Repeat, exactly as written, the line containing "index tip: (926, 386)" and each line after it through the end of the data.
##### Data to use #####
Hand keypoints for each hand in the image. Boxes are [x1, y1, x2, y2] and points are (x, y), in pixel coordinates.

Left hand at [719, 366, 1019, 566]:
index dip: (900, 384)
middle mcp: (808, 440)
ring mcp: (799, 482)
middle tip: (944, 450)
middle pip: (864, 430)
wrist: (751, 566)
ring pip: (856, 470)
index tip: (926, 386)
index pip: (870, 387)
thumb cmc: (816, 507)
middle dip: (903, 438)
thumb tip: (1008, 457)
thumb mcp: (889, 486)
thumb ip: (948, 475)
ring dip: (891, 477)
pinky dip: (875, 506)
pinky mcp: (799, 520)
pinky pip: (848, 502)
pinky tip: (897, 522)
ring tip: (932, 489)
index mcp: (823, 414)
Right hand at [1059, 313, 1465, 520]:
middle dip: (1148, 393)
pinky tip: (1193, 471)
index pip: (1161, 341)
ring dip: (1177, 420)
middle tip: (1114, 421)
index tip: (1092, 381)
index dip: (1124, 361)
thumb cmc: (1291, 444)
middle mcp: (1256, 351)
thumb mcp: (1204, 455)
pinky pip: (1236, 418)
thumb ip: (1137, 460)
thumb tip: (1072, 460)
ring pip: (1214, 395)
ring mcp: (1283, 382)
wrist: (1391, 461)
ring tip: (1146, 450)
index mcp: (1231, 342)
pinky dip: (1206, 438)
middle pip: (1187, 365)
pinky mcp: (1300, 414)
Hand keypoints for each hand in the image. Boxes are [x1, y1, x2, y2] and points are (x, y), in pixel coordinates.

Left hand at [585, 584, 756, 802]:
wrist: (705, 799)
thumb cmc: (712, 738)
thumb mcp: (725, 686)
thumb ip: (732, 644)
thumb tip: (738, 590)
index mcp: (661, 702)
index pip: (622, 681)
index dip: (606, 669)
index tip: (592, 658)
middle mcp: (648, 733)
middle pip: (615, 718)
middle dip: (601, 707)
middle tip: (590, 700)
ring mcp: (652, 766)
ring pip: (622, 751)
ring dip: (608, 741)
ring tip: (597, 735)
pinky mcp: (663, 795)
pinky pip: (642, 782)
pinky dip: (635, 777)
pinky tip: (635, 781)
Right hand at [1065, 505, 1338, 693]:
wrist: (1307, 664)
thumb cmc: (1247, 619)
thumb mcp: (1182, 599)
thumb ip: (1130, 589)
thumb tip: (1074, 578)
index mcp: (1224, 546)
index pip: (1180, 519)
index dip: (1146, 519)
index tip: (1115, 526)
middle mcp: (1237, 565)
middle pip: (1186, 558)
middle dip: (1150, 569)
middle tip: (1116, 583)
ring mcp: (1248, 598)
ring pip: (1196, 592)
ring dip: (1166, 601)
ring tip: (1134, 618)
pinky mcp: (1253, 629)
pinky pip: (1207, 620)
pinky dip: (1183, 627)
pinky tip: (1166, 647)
#####
■ Result of this exercise ■
index tip: (926, 386)
index pip: (870, 387)
thumb cmc: (816, 507)
middle dip: (903, 438)
thumb tip: (1008, 457)
thumb mcp: (889, 486)
thumb ip: (948, 475)
ring dip: (891, 477)
pinky dip: (875, 506)
pinky mcp: (799, 520)
pinky pip: (848, 502)
pinky tip: (897, 522)
ring tip: (932, 489)
index mcp: (823, 414)
Right hand at [1059, 313, 1465, 520]:
middle dip: (1148, 393)
pinky tip: (1193, 471)
index pip: (1161, 341)
ring dip: (1177, 420)
middle tip: (1114, 421)
index tip: (1092, 381)
index dip: (1124, 361)
thumb cmc: (1291, 444)
middle mcp: (1256, 351)
thumb mcp: (1204, 455)
pinky pip: (1236, 418)
thumb ip: (1137, 460)
thumb tip: (1072, 460)
ring pip: (1214, 395)
ring mcp: (1283, 382)
wrist: (1391, 461)
ring tip: (1146, 450)
index mcp: (1231, 342)
pinky dip: (1206, 438)
middle pip: (1187, 365)
pinky mcp: (1300, 414)
Hand keypoints for each hand in the image. Boxes are [x1, y1, x2, y2] and points are (x, y), in pixel coordinates.

Left hand at [585, 584, 756, 802]:
wrist: (705, 799)
thumb cmc: (712, 738)
thumb mcp: (725, 686)
thumb ip: (732, 644)
thumb tip: (738, 590)
index mcp: (661, 702)
index pip: (622, 681)
index dip: (606, 669)
index tip: (592, 658)
middle mcp: (648, 733)
middle pip: (615, 718)
middle dip: (601, 707)
middle tip: (590, 700)
ring mcp: (652, 766)
ring pip: (622, 751)
ring dip: (608, 741)
ring tip: (597, 735)
pinky mcp: (663, 795)
pinky pip: (642, 782)
pinky dip: (635, 777)
pinky tip: (635, 781)
Right hand at [1065, 505, 1338, 693]:
wrist: (1307, 664)
thumb cmc: (1247, 619)
thumb mcp: (1182, 599)
thumb ip: (1130, 589)
thumb tip: (1074, 578)
index mcp: (1224, 546)
index pip: (1180, 519)
index dip: (1146, 519)
index tip: (1115, 526)
middle mcp: (1237, 565)
middle pip: (1186, 558)
middle dip: (1150, 569)
middle tip: (1116, 583)
ring mcp: (1248, 598)
ring pip: (1196, 592)
ring dip: (1166, 601)
ring tip: (1134, 618)
pinky mcp: (1253, 629)
pinky pip: (1207, 620)
pinky dip: (1183, 627)
pinky tip: (1166, 647)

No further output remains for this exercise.